Vol. 24 No. 20 · 17 October 2002

Jeremy Waldron writes (LRB, 19 September): ‘we value those features of an economic system that are sensitive to effort, and – more important – we deplore those features that guarantee success for some at the expense of systematic insensitivity to the choices and efforts made by others.’ True enough, but decisions based on true merit and ‘systematic insensitivity’ are not the only options. The unexamined word here is ‘systematic’.

Suppose an employer faced with two applicants, Ernest and Jack, chooses Ernest because he happens to love that name, though Jack is actually far better qualified. Has equality of opportunity been denied? No, because both applicants equally face a world in which merit coexists with arbitrary preference as a criterion of selection: Jack had as good a chance, going in, of meeting an employer partial to Jacks. The value of equality of opportunity gets most of its practical force from its opposition to systematic discrimination. If Jack were black, would equality of opportunity have been denied? No – not if we can be sure that race did not motivate the employer. But how can we be sure? We can only do the best we can to come to an accurate judgment of the case. Systematic bias may be revealed by patterns of employment, which governments may take steps to remedy. The remedy is not to reach perfect fairness for every individual, but to eliminate systematic bias against certain groups.

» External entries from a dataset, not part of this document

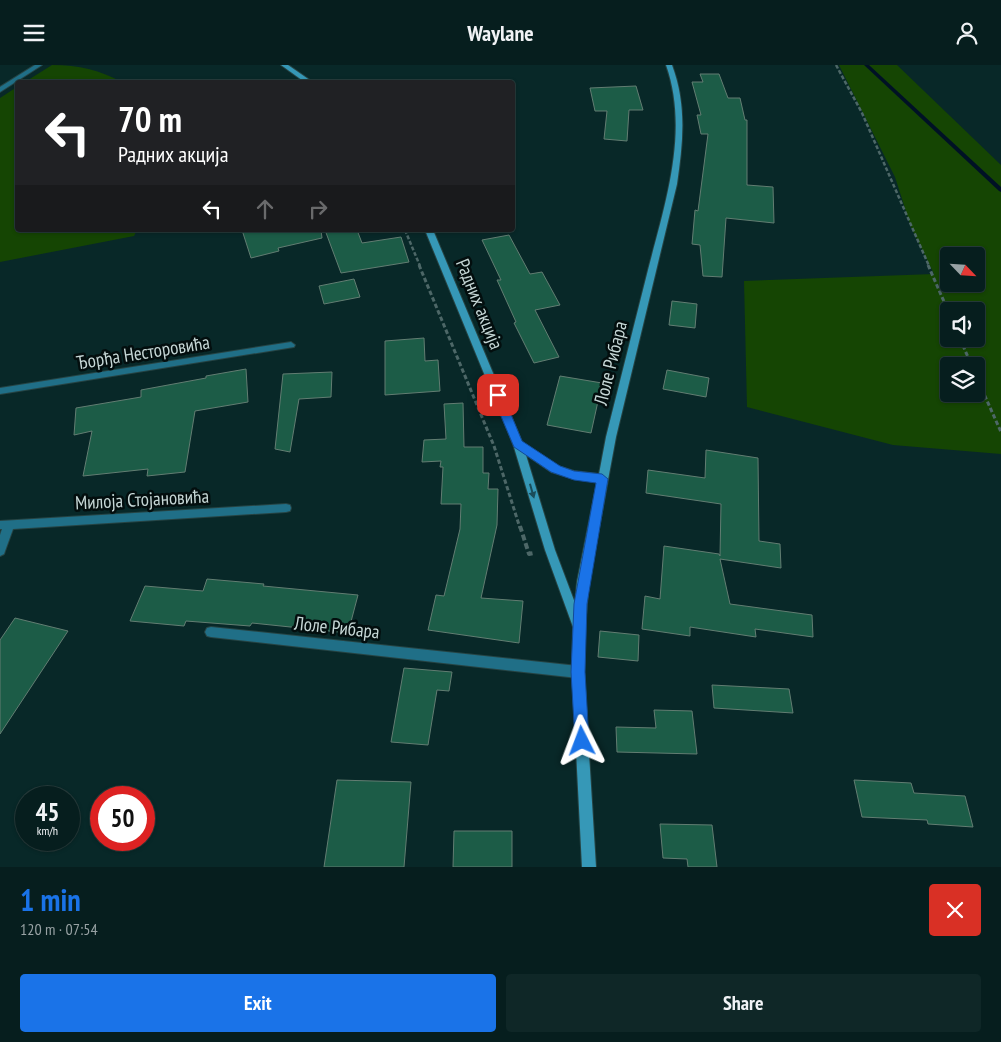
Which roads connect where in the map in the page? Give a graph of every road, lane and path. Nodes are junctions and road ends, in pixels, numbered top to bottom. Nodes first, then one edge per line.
1 (39, 65) edge
2 (284, 65) edge
3 (670, 65) edge
4 (836, 65) edge
5 (15, 80) edge
6 (16, 80) edge
7 (306, 80) edge
8 (0, 90) edge
9 (406, 232) edge
10 (430, 232) edge
11 (944, 302) edge
12 (291, 345) dead end
13 (0, 391) edge
14 (985, 396) edge
15 (1001, 432) edge
16 (518, 444) junction
17 (602, 479) junction
18 (286, 507) dead end
19 (4, 524) edge
20 (550, 550) junction
21 (0, 551) edge
22 (578, 626) junction
23 (211, 632) dead end
24 (578, 672) junction
25 (589, 867) edge

1 - 6 street
2 - 7 main road
3 - 17 main road, Лоле Рибара
4 - 11 path
5 - 8 street
9 - 20 path
10 - 16 main road, Радних акција
12 - 13 street, Ђорђа Несторовића
14 - 15 path
16 - 17 main road
16 -> 20 main road, Радних акција
17 - 22 main road, Лоле Рибара
18 - 19 street, Милоја Стојановића
19 - 21 street
20 - 22 main road, Радних акција
22 - 24 main road, Лоле Рибара
23 - 24 street, Лоле Рибара
24 - 25 main road, Лоле Рибара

A society where discrimination is merely a matter of random personal inclinations amounts, in fact, to a society with equality of opportunity. A perfectly fair society is something beyond that. How far should we go in hunting down discrimination, not only against blacks and women but against the fat, the old and the ugly? To pursue positive equality beyond the elimination of egregious systematic discrimination produces what has become known as political correctness.